Tuesday, June 26, 2007

Quotes of Yesterday

"An ex-Prime Minister is rather an unusual fish in politics" - Sir John Major.
"The snake soup was terrific but I am not sure I could eat cockerels'
testicles every day" - Lord Patten reminisces on his days as governor of Hong Kong.
"I love money. I'm so grateful that I don't have to look at the price of one cheese against another, but I still shop like a poverty-stricken peasant" - Joanna Lumley.
"I suppose it must be my general wonderfulness. I can't think of any other reason" - Historian Lady Antonia Fraser when asked why she appears in the thank-you list of Tina Brown's new book about Diana, Princess of Wales.
"Lustful, spotty students are willing to learn a great deal from nubile young teachers - but nothing that appears on the school syllabus" - Playwright and commentator Keith Waterhouse on the great education debate.
"I had never heard of the Arctic Monkeys. Were they an animal act?" - Commentator Petronella Wyatt reports on an uncomfortable visit to Glastonbury.
"Is there any truth in the rumour that when he leaves office Tony Blair is going to convert to Labour?" - Philip Moran, of London, in a letter to The Guardian.
"It looked like he had been rolling around in a vat of carrot juice" - An unnamed delegate at the NHS Confederation conference on David Cameron's "somewhat radio-active shade of make-up".
"Finishing a novel by Salman Rushdie is a lot like climbing Everest or walking on the moon - the province of a select few, an elite band made of different stuff to us mere mortals" - Best-selling writer and TV arts pundit Tony Parsons.

4 comments:

Anonymous said...

Great Quotes!

These PROVE that Tory MPs are much funnier and wittier than Labour ones!
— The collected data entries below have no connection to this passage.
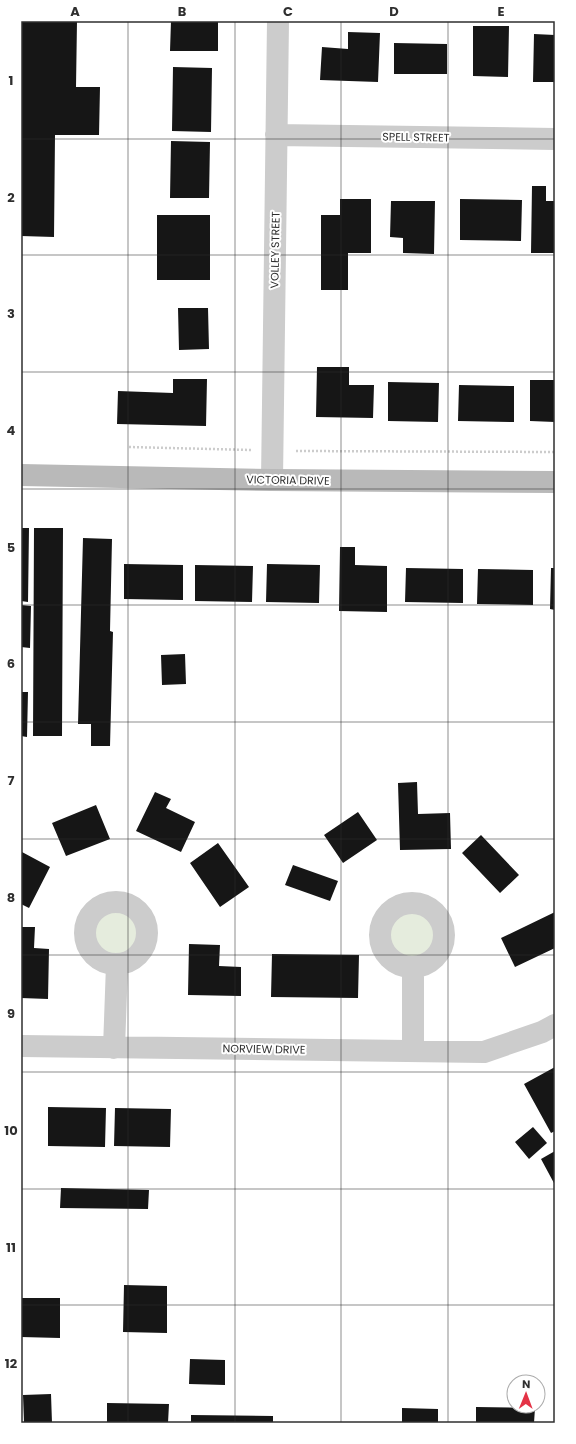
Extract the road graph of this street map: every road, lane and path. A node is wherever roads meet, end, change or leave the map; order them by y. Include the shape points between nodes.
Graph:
1 (278, 21) edge
2 (276, 135) junction
3 (555, 139) edge
4 (129, 447) dead end
5 (273, 451) junction
6 (555, 452) edge
7 (21, 475) edge
8 (272, 480) junction
9 (555, 482) edge
10 (117, 965) dead end
11 (413, 968) dead end
12 (555, 1025) edge
13 (21, 1046) edge
14 (114, 1048) junction
15 (413, 1051) junction

1 - 2 street, VOLLEY STREET
2 - 3 street, SPELL STREET
2 - 5 street, VOLLEY STREET
4 - 5 path
5 - 6 path
5 - 8 street, VOLLEY STREET
7 - 8 street, VICTORIA DRIVE
8 - 9 street, VICTORIA DRIVE
10 - 14 street
11 - 15 street
12 - 15 street, NORVIEW DRIVE via 484,1052
13 - 14 street, NORVIEW DRIVE
14 - 15 street, NORVIEW DRIVE

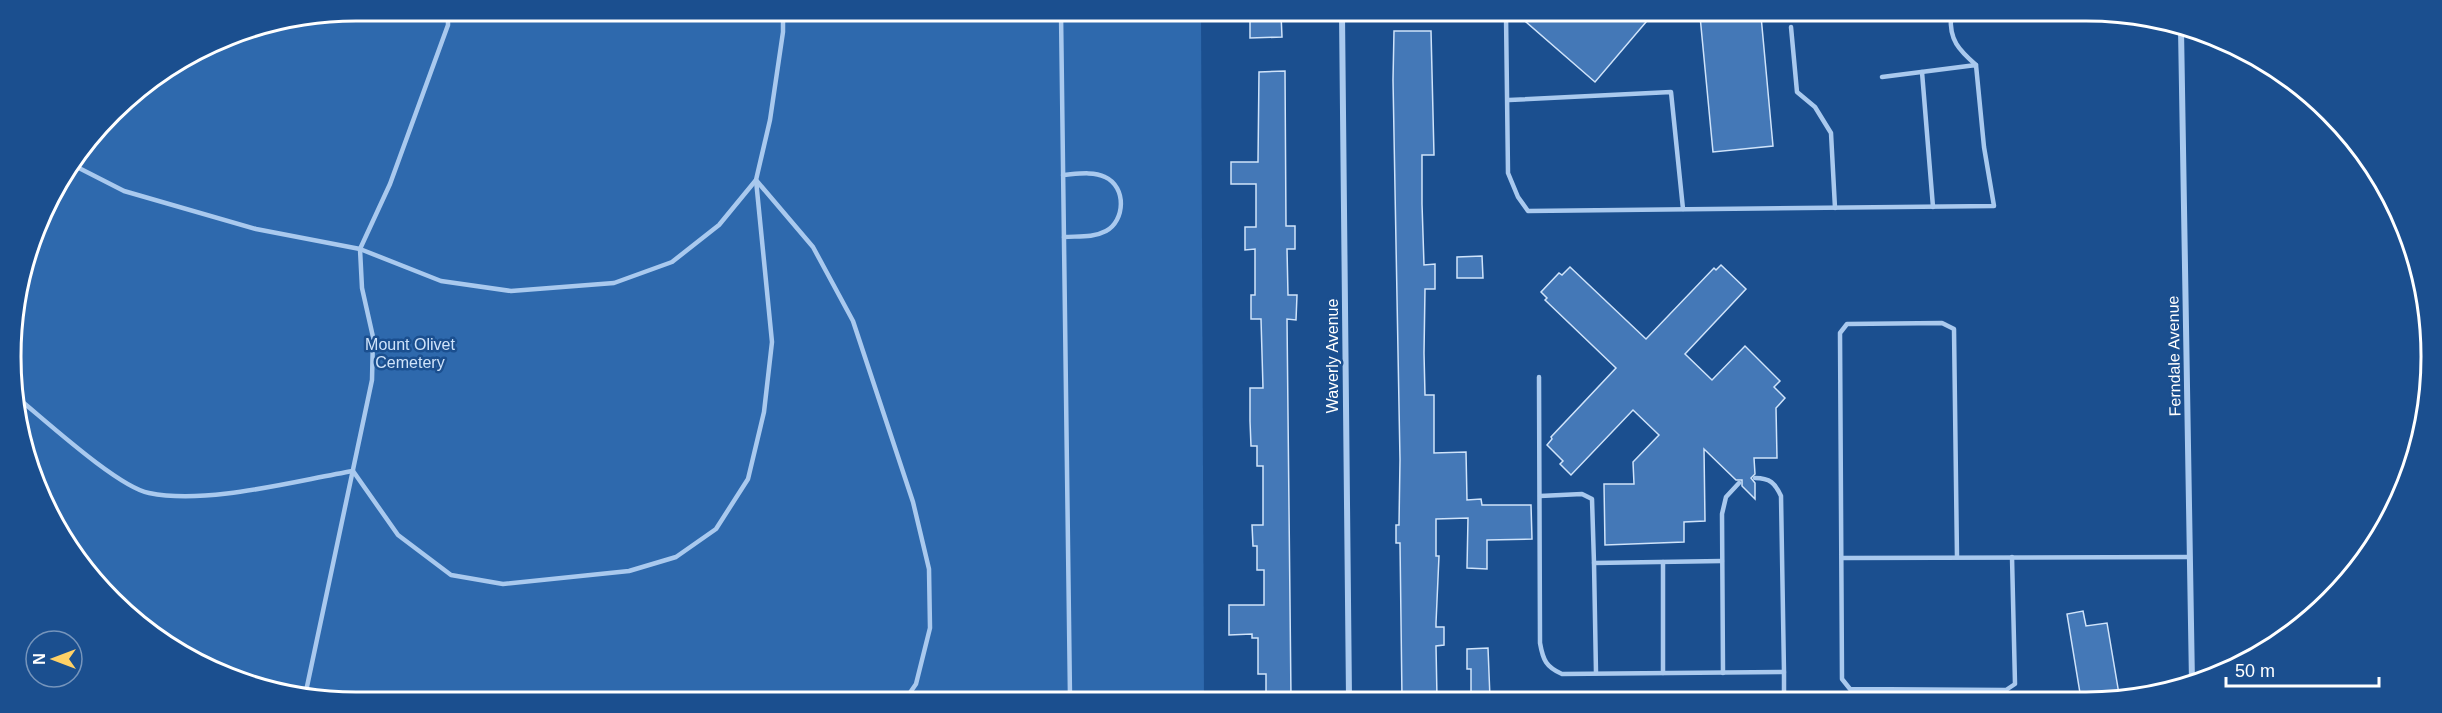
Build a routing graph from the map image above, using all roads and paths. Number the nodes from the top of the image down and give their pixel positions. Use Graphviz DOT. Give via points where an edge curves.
graph roads {
  1 [pos="448,21"];
  2 [pos="783,21"];
  3 [pos="1061,21"];
  4 [pos="1342,21"];
  5 [pos="1506,21"];
  6 [pos="1951,21"];
  7 [pos="1791,27"];
  8 [pos="2181,35"];
  9 [pos="1976,65"];
  10 [pos="1922,72"];
  11 [pos="1882,77"];
  12 [pos="1509,100"];
  13 [pos="79,168"];
  14 [pos="1063,175"];
  15 [pos="756,180"];
  16 [pos="1933,207"];
  17 [pos="1835,208"];
  18 [pos="1683,209"];
  19 [pos="1064,237"];
  20 [pos="360,249"];
  21 [pos="1539,377"];
  22 [pos="24,403"];
  23 [pos="353,471"];
  24 [pos="1755,478"];
  25 [pos="1739,483"];
  26 [pos="1540,496"];
  27 [pos="2190,556"];
  28 [pos="2013,557"];
  29 [pos="1842,558"];
  30 [pos="1957,558"];
  31 [pos="1722,561"];
  32 [pos="1663,562"];
  33 [pos="1594,563"];
  34 [pos="1784,672"];
  35 [pos="1596,673"];
  36 [pos="1663,673"];
  37 [pos="1723,673"];
  38 [pos="2192,674"];
  39 [pos="306,688"];
  40 [pos="911,692"];
  41 [pos="1070,692"];
  42 [pos="1349,692"];
  43 [pos="1784,692"];
  1 -- 20 [label="lane" via="390,184"];
  2 -- 15 [label="lane" via="770,120"];
  3 -- 14 [label="lane"];
  4 -- 42 [label="street, Waverly Avenue"];
  5 -- 12 [label="lane"];
  6 -- 9 [label="lane" via="1956,47"];
  7 -- 17 [label="lane" via="1797,93 1815,107 1831,133"];
  8 -- 27 [label="street, Ferndale Avenue"];
  9 -- 10 [label="lane"];
  9 -- 16 [label="lane" via="1994,206"];
  10 -- 11 [label="lane"];
  10 -- 16 [label="lane"];
  12 -- 18 [label="lane" via="1508,172 1528,211"];
  12 -- 18 [label="lane" via="1671,93"];
  13 -- 20 [label="lane" via="124,191 234,223"];
  14 -- 19 [label="lane"];
  14 -- 19 [label="lane" via="1094,174 1107,178 1118,188 1122,203 1119,219 1108,231 1095,236"];
  15 -- 20 [label="lane" via="718,225 672,262 614,284 511,291 441,281"];
  15 -- 23 [label="lane" via="772,342 764,412 748,479 716,529 676,558 629,571 503,584 451,575 398,535"];
  15 -- 40 [label="lane" via="813,247 853,321 913,502 928,569 930,628"];
  16 -- 17 [label="lane"];
  17 -- 18 [label="lane"];
  19 -- 41 [label="lane"];
  20 -- 23 [label="lane" via="362,288 373,337 372,380"];
  21 -- 26 [label="lane"];
  22 -- 23 [label="lane" via="111,473 147,493 212,496"];
  23 -- 39 [label="lane"];
  24 -- 34 [label="lane" via="1775,483 1781,496"];
  25 -- 31 [label="lane" via="1726,497 1722,514"];
  26 -- 33 [label="lane" via="1582,494 1592,499"];
  26 -- 35 [label="lane" via="1543,659 1562,674"];
  27 -- 28 [label="lane"];
  27 -- 38 [label="street, Ferndale Avenue"];
  28 -- 29 [label="lane" via="2014,684 2006,690 1850,689 1842,679"];
  28 -- 30 [label="lane"];
  29 -- 30 [label="lane"];
  29 -- 30 [label="lane" via="1840,333 1847,324 1942,322 1954,329"];
  31 -- 32 [label="lane"];
  31 -- 37 [label="lane"];
  32 -- 33 [label="lane"];
  32 -- 36 [label="lane"];
  33 -- 35 [label="lane"];
  34 -- 37 [label="lane"];
  34 -- 43 [label="lane"];
  35 -- 36 [label="lane"];
  36 -- 37 [label="lane"];
}
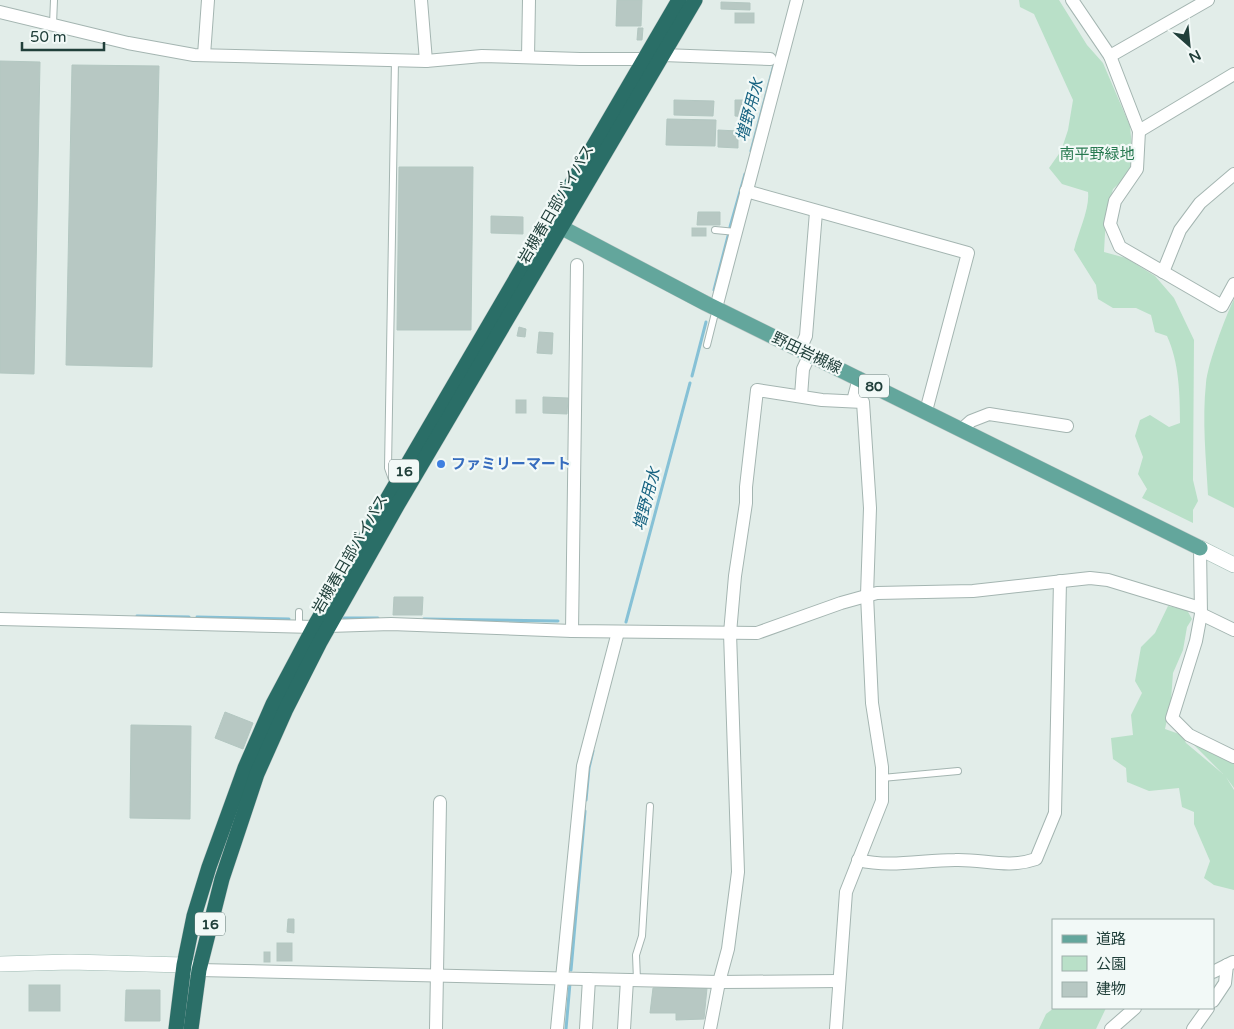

I love some of those clever Conservatives lines - classics!

Why are Labour so stupid?

Wait until people discover how unfunny Brown is - it won't be long until the wheels fall off the Brown bandwagon!

kinglear said...

I can't help wondering why on earth anyone would give Rushdie a knighthood. Has he given huge wodges to NuLabour? It can't be for his turgid and boring writing. If it is, then the Arts in this country is in an even worse position than I thought.

Anonymous said...

And on the subject of ex Prime Ministers...
Bambi To The Slaughter

philip moran said...

Philip Moran always comes up with
something different.

Mjc Man, London.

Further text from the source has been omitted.